ARBITRATION AWARD CONFIRMATION DECISIONS
Four recent opinions dealt with arbitration award confirmation on a variety of bases.
- In Cuie v. Nordstrom, Inc., No. 07-1114 (3d Cir. Aug. 14, 2007) the court affirmed the denial of a motion to vacate an arbitration award. The Court characterized the arguments of the movant as being nothing more than that the arbitrator had made the wrong decision.
- In Coastal Caisson Corp. v. E. E. Cruz/NAB/Frontier-Kemper, Case No. 05-7462 (USDC S.D. N.Y. Aug. 10, 2007), the court had vacated an initial arbitration decision as being in manifest disregard of law. The court confimed a second award entered after the matter was remanded to the panel. This decision also addresses the availability of pre-judgment interest.
- In Hutchinson v. Farm Family Casualty Ins. Co., Case No. 99-2584 (USDC D. Conn. Aug. 20, 2007), the court denied a motion to vacate an award based upon the contention that the panel's decision with respect to choice of law exceeded its authority.
- In New Regency Productions, Inc. v. Nippon Herald Films, Inc., No. 05-55224 (9th Cir. Sept. 4, 2007), the court affimed the vacation of an award on the basis of evident partiality on the part of the arbitrator. The arbitrator took a new employment position and failed to investigate a potential conflict. The court held that he was under a duty to investigate potential conflicts and make an appropriate disclosure, and that the fact that the arbitrator did not have actual knowledge of a conflict did not excuse this breach of duty.

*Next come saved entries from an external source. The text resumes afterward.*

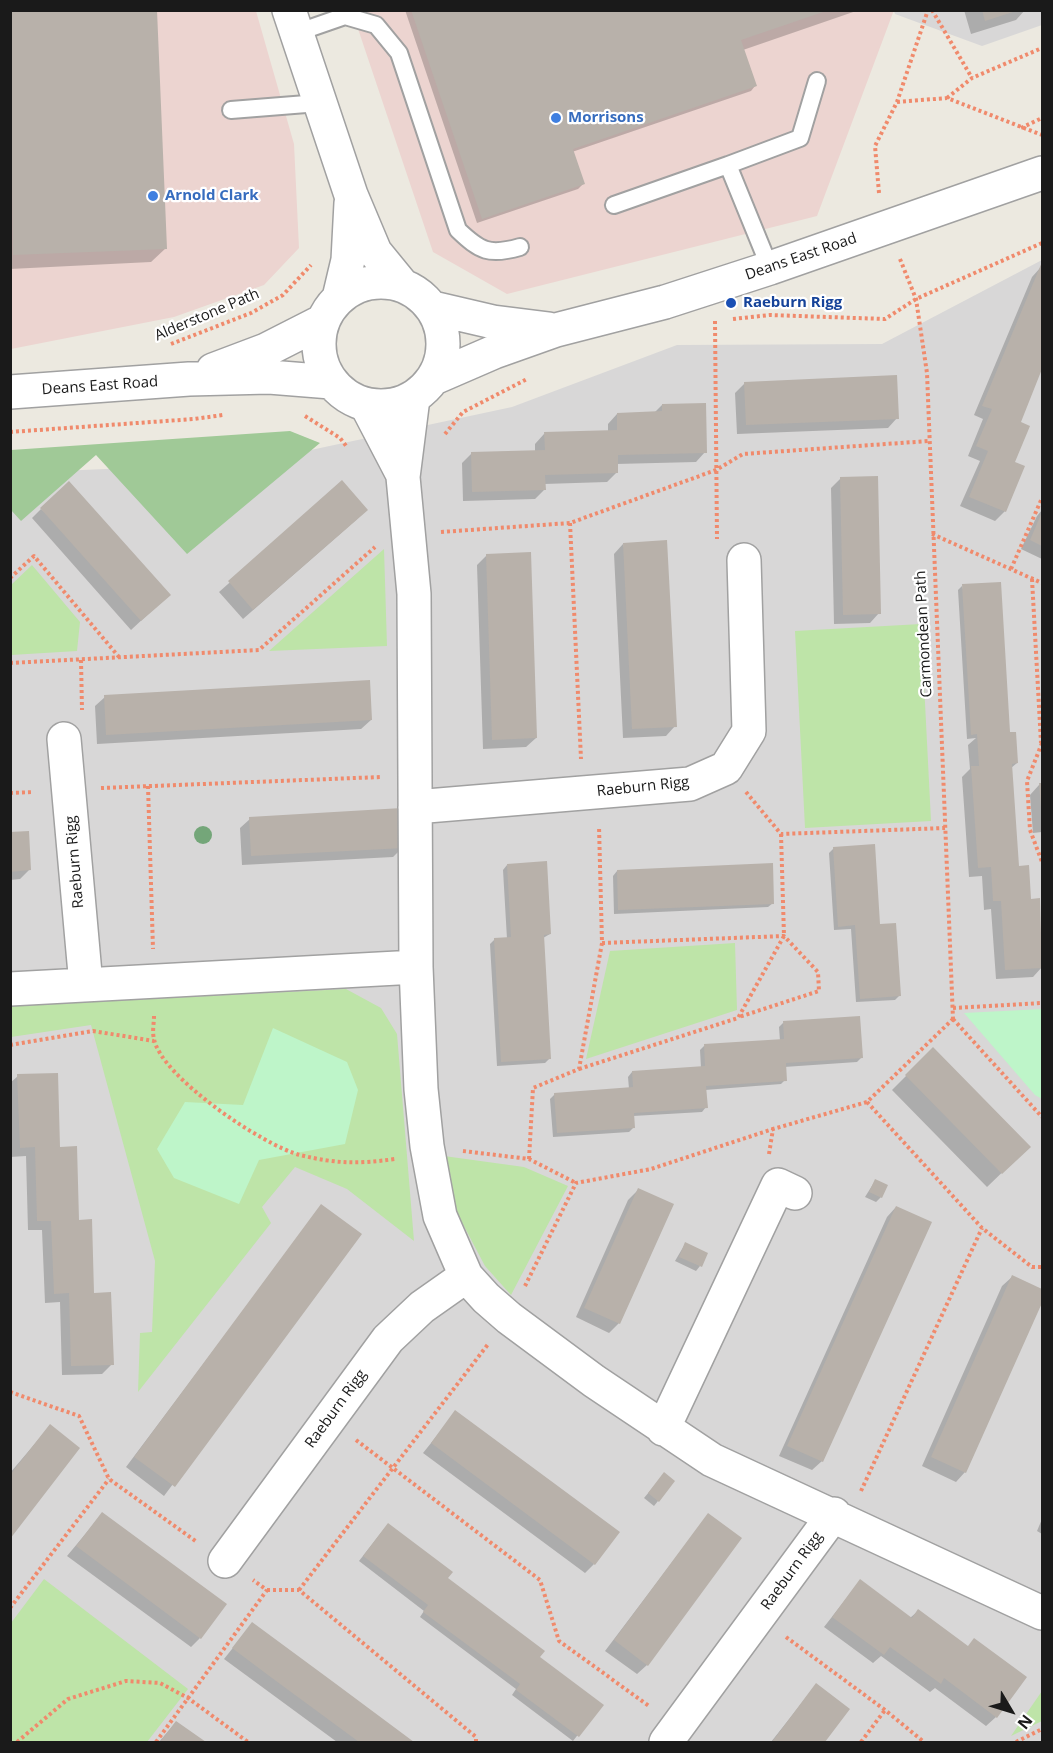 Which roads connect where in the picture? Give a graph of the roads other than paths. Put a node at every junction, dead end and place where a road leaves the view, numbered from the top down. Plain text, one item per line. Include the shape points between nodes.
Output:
1 (292, 22) edge
2 (817, 81) dead end
3 (320, 103) junction
4 (231, 110) dead end
5 (728, 165) junction
6 (1042, 173) edge
7 (351, 195) junction
8 (614, 205) dead end
9 (520, 247) dead end
10 (770, 268) junction
11 (402, 285) junction
12 (433, 308) junction
13 (331, 309) junction
14 (556, 330) junction
15 (189, 379) junction
16 (331, 382) junction
17 (423, 388) junction
18 (10, 392) edge
19 (368, 405) junction
20 (404, 477) junction
21 (744, 560) road end
22 (64, 740) road end
23 (415, 791) junction
24 (416, 967) junction
25 (86, 985) junction
26 (10, 989) edge
27 (786, 1189) road end
28 (466, 1276) junction
29 (663, 1429) junction
30 (840, 1518) junction
31 (225, 1561) road end
32 (1042, 1613) edge
33 (672, 1734) edge

1 - 3 street
1 - 9 lane via 345,16 376,25 399,53 458,230 477,248 500,253
2 - 5 lane via 800,138
3 - 4 lane
3 - 7 street
5 - 8 lane
5 - 10 lane
6 - 10 street, Deans East Road
7 - 11 street via 375,252
7 - 13 street via 348,260
10 - 14 street, Deans East Road via 665,302
11 - 12 street
11 - 13 street via 369,283 350,290
12 - 14 street, Deans East Road via 493,322
12 - 17 street via 441,325 442,362
13 - 15 street, Deans East Road via 266,350
13 - 16 street via 319,342 321,363
14 - 17 street, Deans East Road via 494,352
15 - 16 street, Deans East Road via 269,377
15 - 18 street, Deans East Road
16 - 19 street via 347,397
17 - 19 street via 383,407
17 - 20 street, Raeburn Rigg
19 - 20 street, Raeburn Rigg
20 - 23 street, Raeburn Rigg via 414,594
21 - 23 street, Raeburn Rigg via 750,731 726,768 690,784 590,793
22 - 25 street, Raeburn Rigg
23 - 24 street, Raeburn Rigg
24 - 25 street
24 - 28 street, Raeburn Rigg via 428,1150 440,1216
25 - 26 street
27 - 29 street
28 - 29 street, Raeburn Rigg via 509,1318
28 - 31 street, Raeburn Rigg via 422,1307 388,1339
29 - 30 street, Raeburn Rigg via 712,1460
30 - 32 street, Raeburn Rigg
30 - 33 street, Raeburn Rigg via 759,1617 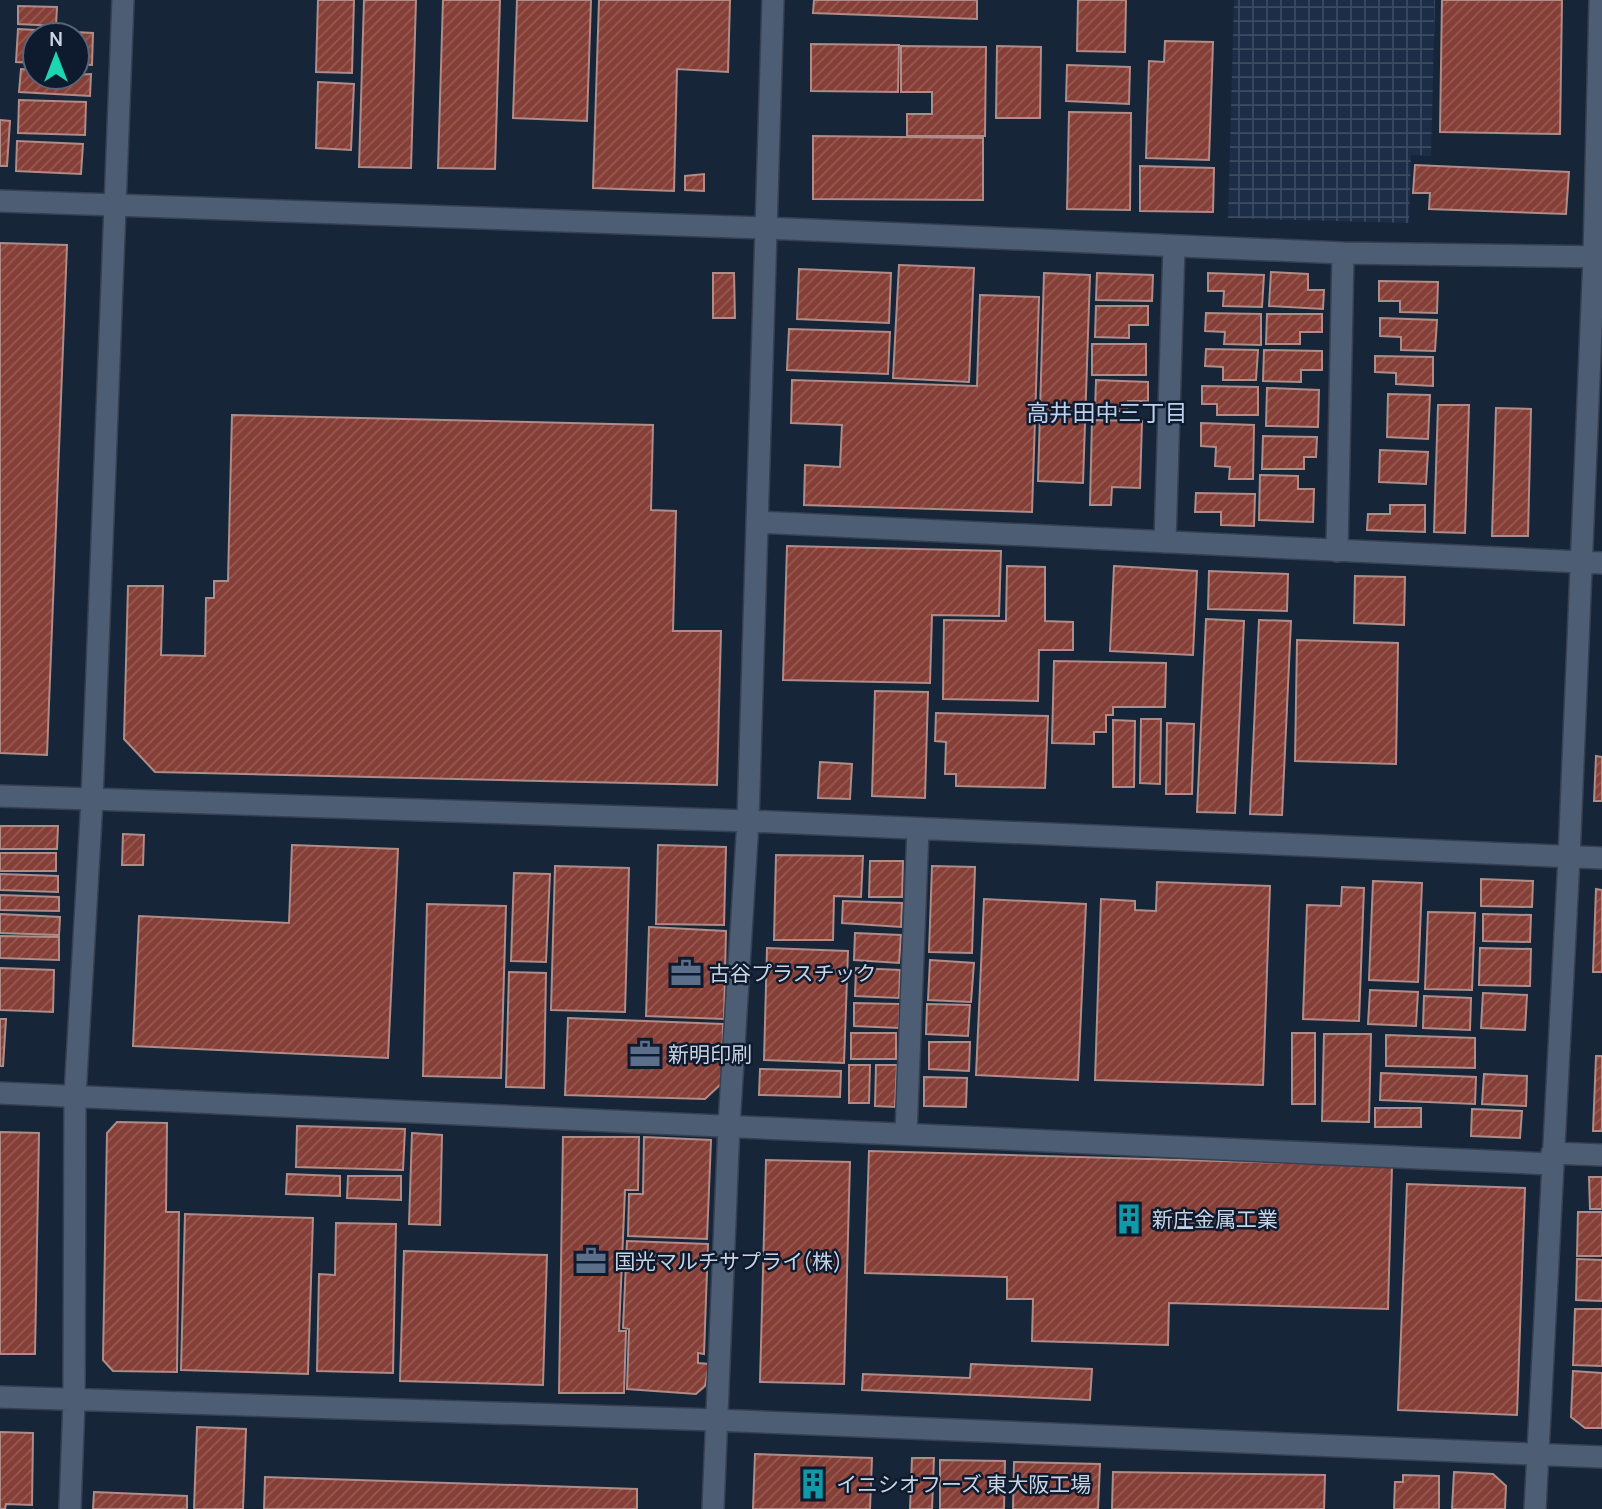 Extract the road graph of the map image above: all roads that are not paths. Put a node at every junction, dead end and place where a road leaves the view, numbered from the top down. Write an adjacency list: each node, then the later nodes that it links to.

ARBITRATION AWARD CONFIRMATION DECISIONS
Six recent opinions, four from US Courts of Appeal, have considered confirmation or vacation of arbitration awards. Five of the opinions rejected claims that the arbitration awards were in manifest disregard of law. Five Star Parking v. Union Local 723, Case No. 06-2012 (3d Cir. July 24, 2007) (reversing the vacation of an arbitration award relating to a collective bargaining agreement, finding that the award interpreted a contract); Aldred v. Avis Rent-a-Car, Cased No. 06-14883 (11th Cir. July 24, 2007) (affirming confirmation of award relating to collective bargaining agreement interpreting a contract); HSM Construction Services, Inc. v. MDC Systems, Inc., Case No. 06-2584 (3d Cir. July 16, 2007) (affirming confirmation of an arbitration award, finding no manifest disregard of law and no evident partiality); Caja Nacional de Ahorro y Seguros in Liquidation v. Deutsche Ruckversicherung AG, Case No. 06-5826 (USDC S.D.N.Y. Aug. 1, 2007) (confirming award pursuant to the Convention on the Recognition and Enforcement of Foreign Arbitral Awards and the federal Arbitration Act, finding no manifest disregard of law, that the Panel did not exceed its authority and that questions regarding the admissibility of evidence did not provide a basis for vacating the award); Buechner v. Mid-America Energy, Inc., Case No. 07-109 (USDC W.D.Ky. July 27, 2007). The sixth opinion vacated an award dealing with attorneys' fees on the basis that it was partially in manifest disregard of law and partially in violation of an enabling statute. Porzig v. Dresdner, Kleinwort, Benson, North America LLC, Case No. 06-1212 (2d Cir. Aug. 7, 2007).